For the first scenario, there were literally tons of cargo to ship along with 2 land cruisers – too much for the little caravan planes we usually use. We decided to hire a large plane called a Buffalo, which is large enough. The plane got loaded up, but on the day it was supposed to leave, the pilots were arrested for not submitting the proper take-off forms to the airport. Then the authorities discovered that the plane wasn’t properly registered, so the plane was confiscated (how, I do not know…). Our team unloaded all the cargo again and found a different plane for hire. It made it to Palioch, a town with a large airstrip about 2 hours away from the refugee camps where the cargo needed to go. To get the cargo from the airstrip to our base, we hired two lorries, unloaded the cargo from the plane and onto the trucks, which would leave the next morning. Our team headed back to the base from Palioch to get back by sunset. The next day, one of the trucks made it to the base, but the other one had been stopped at a checkpoint and the driver arrested because he didn’t have a waybill for the cargo he was transporting! Our field logistician drove to where the driver was and got him out by showing the paperwork. Finally, all the cargo arrived at the base in Maban from Juba.

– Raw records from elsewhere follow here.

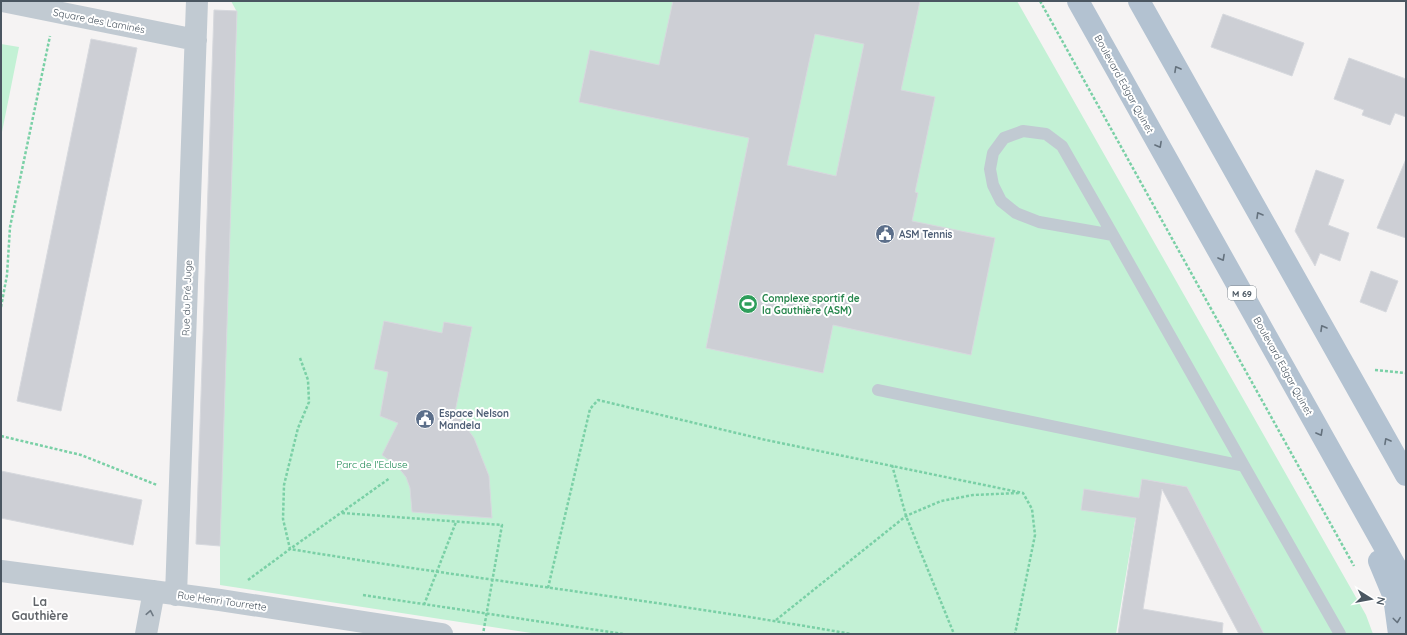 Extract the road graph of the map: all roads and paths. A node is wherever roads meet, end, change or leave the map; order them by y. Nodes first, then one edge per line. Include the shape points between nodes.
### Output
1 (2, 1) edge
2 (197, 1) edge
3 (1040, 1) edge
4 (1078, 1) edge
5 (1139, 1) edge
6 (55, 12) junction
7 (196, 40) junction
8 (1113, 235) junction
9 (1, 307) edge
10 (300, 358) dead end
11 (878, 390) dead end
12 (1, 436) edge
13 (892, 465) junction
14 (1244, 466) junction
15 (1406, 475) edge
16 (390, 478) dead end
17 (1346, 479) junction
18 (1023, 493) junction
19 (179, 494) junction
20 (342, 513) junction
21 (906, 516) junction
22 (456, 522) junction
23 (290, 550) junction
24 (1354, 566) dead end
25 (1, 571) edge
26 (437, 573) junction
27 (248, 580) junction
28 (255, 581) dead end
29 (492, 581) junction
30 (1406, 585) edge
31 (548, 588) junction
32 (154, 591) junction
33 (176, 595) junction
34 (361, 595) dead end
35 (220, 600) junction
36 (425, 604) junction
37 (486, 612) junction
38 (776, 621) junction
39 (417, 630) junction
40 (146, 634) edge
41 (442, 634) edge
42 (483, 634) edge
43 (623, 634) edge
44 (851, 634) edge
45 (954, 634) edge
46 (1015, 634) edge
47 (1340, 634) edge
48 (1399, 634) edge

1 - 6 street, Square des Laminés
2 - 7 street, Rue du Pré Juge
3 - 24 path
4 -> 17 main road, Boulevard Edgar Quinet / M 69
15 -> 5 main road
6 - 7 street, Square des Laminés
6 - 9 path via 10,227 7,275
7 - 19 street, Rue du Pré Juge
8 - 8 lane via 1039,222 1016,213 1001,201 993,185 990,169 993,153 1004,138 1023,130 1046,134 1062,146
8 - 14 lane
10 - 23 path via 308,380 309,402 298,428 284,485 283,519
11 - 14 lane
12 - 19 path via 81,455
13 - 18 path
13 - 21 path
13 - 31 path via 766,440 598,400 590,409
14 - 47 lane
16 - 20 path
17 - 30 main road, Boulevard Edgar Quinet / M 69
17 -> 48 main road via 1394,597
18 - 21 path via 973,495 941,501
18 - 46 path via 1032,509 1035,535
19 - 33 street, Rue du Pré Juge
20 - 22 path
20 - 23 path
21 - 38 path
21 - 45 path
22 - 26 path
22 - 29 path via 502,525
23 - 26 path
23 - 27 path
25 - 32 street, Rue Henri Tourrette
26 - 29 path
26 - 36 path
27 - 28 path
27 - 35 path
29 - 31 path
29 - 37 path
31 - 38 path
32 - 33 street, Rue Henri Tourrette
40 -> 32 street
33 - 35 street, Rue Henri Tourrette
34 - 36 path
35 - 39 street, Rue Henri Tourrette
36 - 37 path
36 - 39 path
37 - 42 path
37 - 43 path
38 - 44 path
39 - 41 street, Rue Henri Tourrette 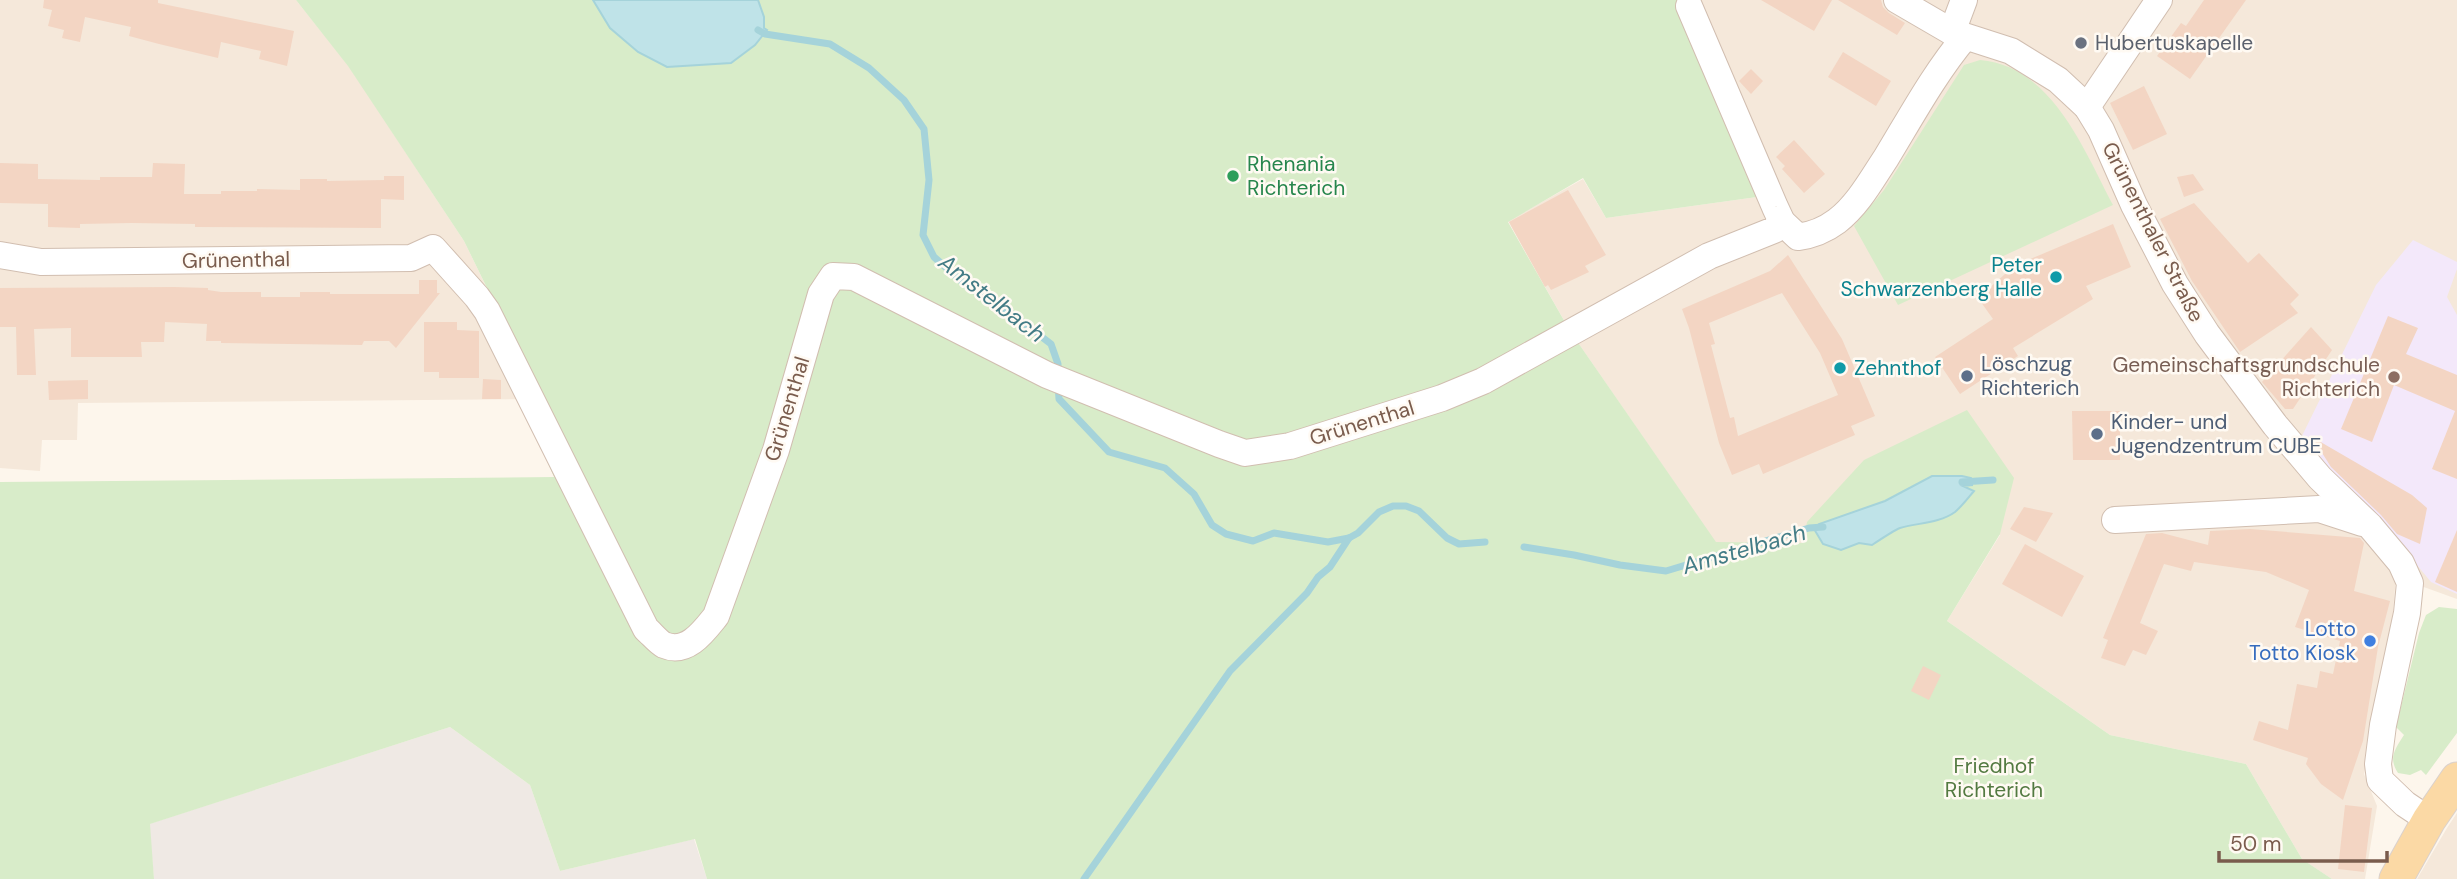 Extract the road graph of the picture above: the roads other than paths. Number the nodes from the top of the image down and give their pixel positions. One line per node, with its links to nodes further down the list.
1 (1897, 0): 5 (street, Grünenthaler Straße)
2 (1965, 0): 5 (street)
3 (2159, 0): 6 (street)
4 (1689, 6): 7 (street)
5 (1959, 34): 6 (street, Grünenthaler Straße); 7 (street)
6 (2087, 107): 10 (street, Grünenthaler Straße)
7 (1782, 222): 8 (street, Grünenthal)
8 (0, 255)
9 (2115, 520): 10 (street)
10 (2371, 526): 12 (street, Grünenthaler Straße)
11 (2457, 779): 12 (main road)
12 (2429, 820): 13 (main road)
13 (2396, 879)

In the second scenario, there were, again, literally tons of construction materials, including cement, wood, metal pipes, and plastic pipes, and a few huge water tanks. After these materials were procured over a few months, a barge was hired to take the cargo up the Nile from Juba to Renk. It would take about a week. Apparently, the barge looked like a huge canoe, rather than the typical industrial barge. We were assured that the boat could carry 3.5 tons of materials. However, someone forgot to consider the volume of the materials, and less than half of it actually fit on the boat. Nonetheless, it set off from the port in Juba headed for Renk. Somewhere along the way, the boat hit a hippo and sank. The hippo died. The crew survived, unharmed by crocodiles. The cement sank. The metal pipes sank. The wood and plastic pipes floated down the river and are being recovered. What a waste! We lost a lot of money in that endeavor.
By the way, when I say “we” in these stories, I mean Medair, because I didn’t have a hand in them, but they affect me since I’m part of the team and work in the same projects.